The Palmer Drought Severity Index (PDSI) is the most effective and well-acknowledged drought severity index that particularly determines the long-term drought conditions over the forest and other terrestrial ecosystems. The PDSI is based on demand and supply concept of the water balance model, taking consideration not only precipitation deficit but also includes local temperature and soil moisture anomalies. However, the sensitivity of PDSI has not been explored yet based on productivity (i.e. Gross Primary Productivity or GPP), biophysical parameters (i.e. biomass- Leaf-area Index or LAI, Enhanced vegetation index or EVI; greenness content- Normalized difference vegetation index or NDVI) and solar radiation (i.e. fraction of absorbed solar radiation or fAPAR) over a humid-subtropical forest ecosystem. In this study, the sensitivity of PDSI has been analyzed through uncertainty and error estimation from long term (2015-2019) MODIS GPP and reflectance data using Google Earth Engine (GEE). The study was carried out over the humid-subtropical forest region of Arunachal Pradesh, India, the state that is enriched with the second largest forest cover. Most of the existing studies on drought severity showed a high sensitivity of GPP or NDVI during the drought period.
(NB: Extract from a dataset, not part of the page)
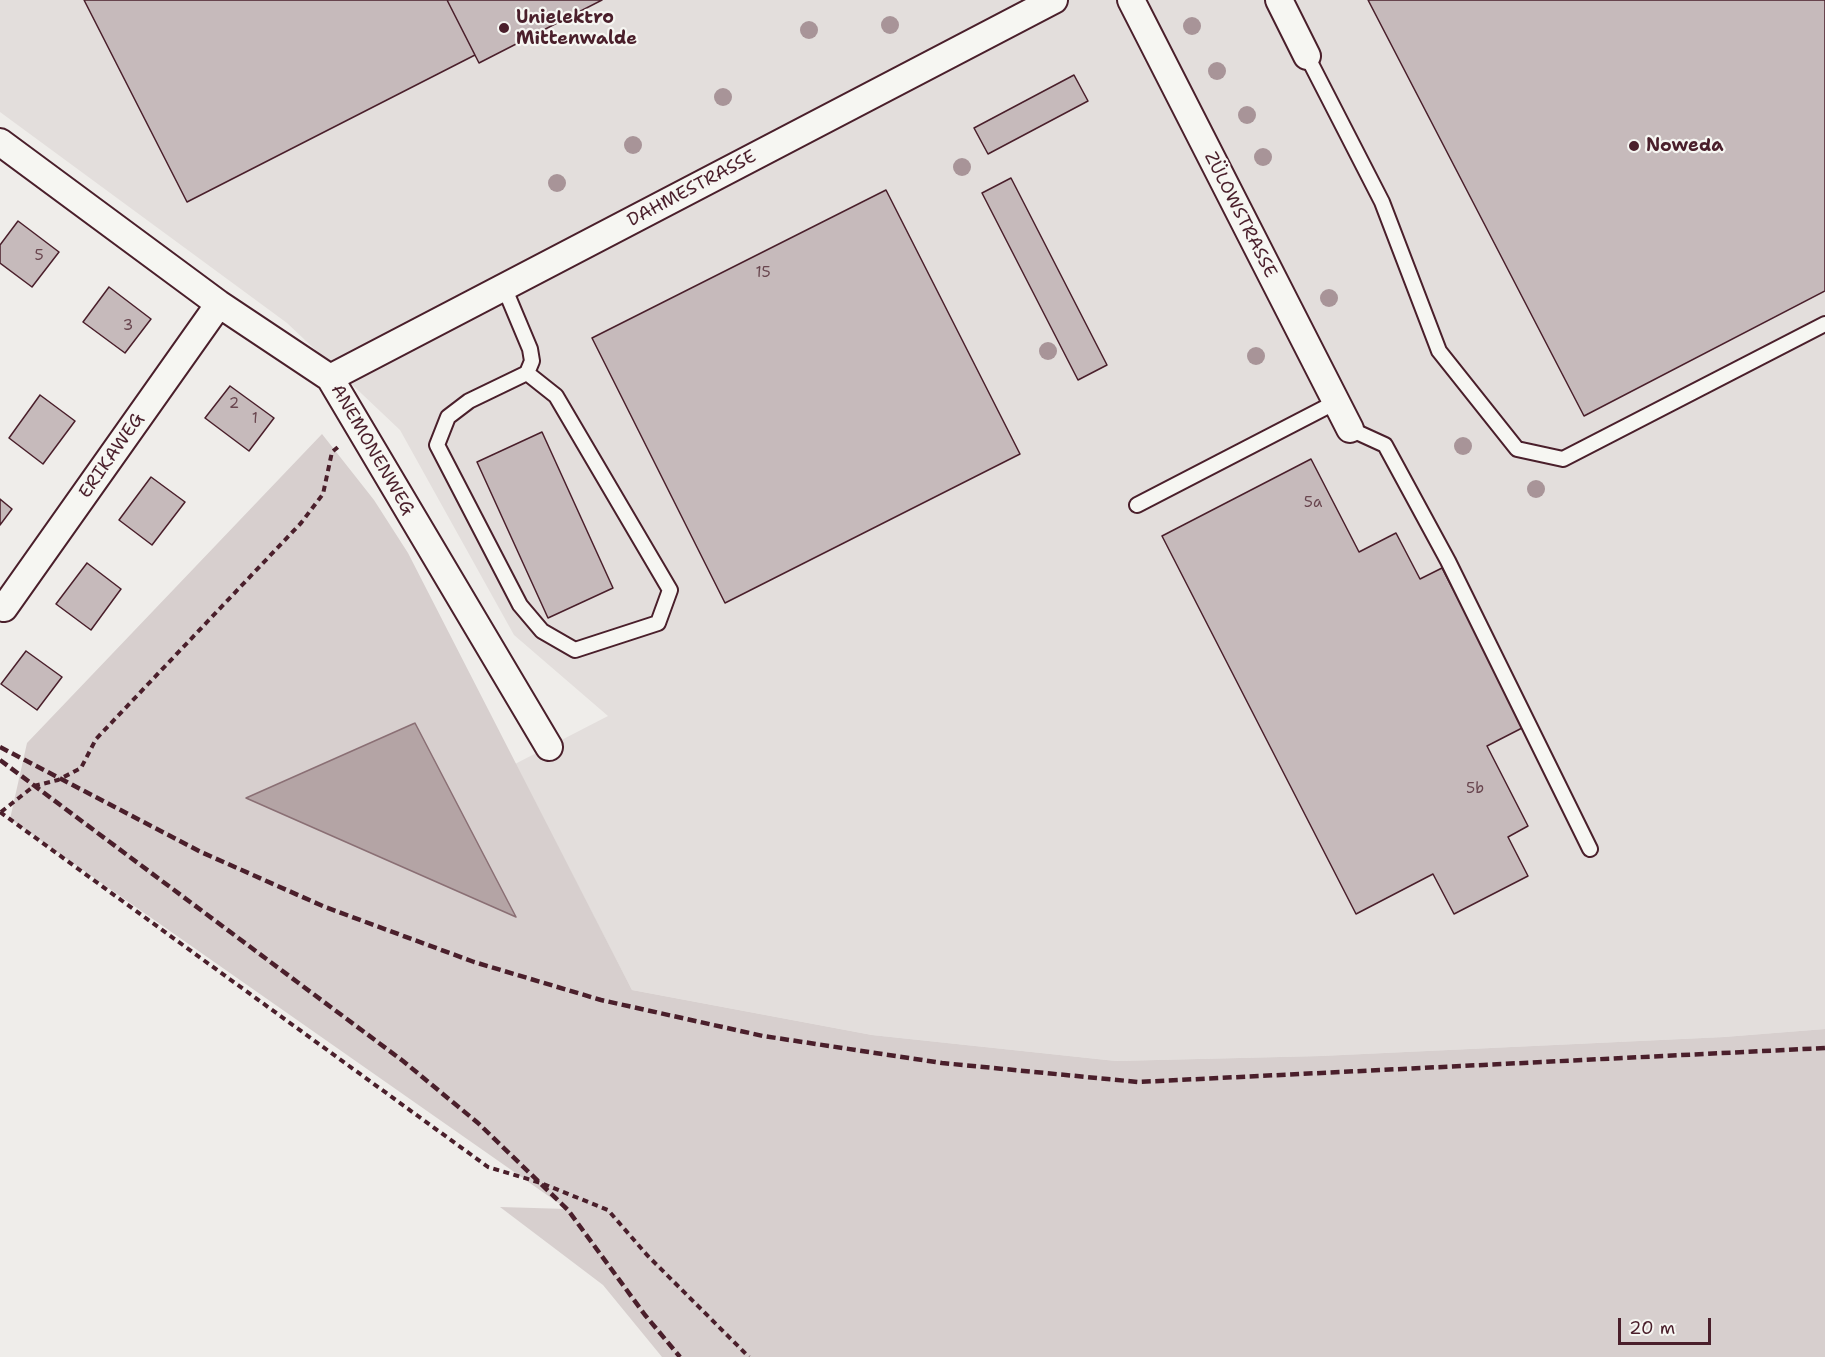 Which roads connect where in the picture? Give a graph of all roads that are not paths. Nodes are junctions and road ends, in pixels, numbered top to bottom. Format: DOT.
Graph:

However, in this study, it was experimentally observed that EVI was the most sensitive parameter to PDSI in a long-term observation based on low uncertainty and error. Besides, EVI had a strong agreement with PDSI compared to GPP, NDVI, LAI, and fAPAR where Pearson’s r was ranging from -0.87 to -0.63 except 2015. The estimated uncertainty (RMSE) and error (SE) between PDSI and EVI were also very low ranging from 1% to 2% and 0.07-0.12 respectively compared to the other parameters. So, based on the long-term analysis from this study, it is stated that EVI is the simple, effective, and most complementary indicator for assessing PDSI over forest regions of the tropical ecosystem. This study showed that EVI might be a promising tool for effectively evaluating long-term drought impacts on the forest ecosystem that indicates the actual water deficit induced stress conditions.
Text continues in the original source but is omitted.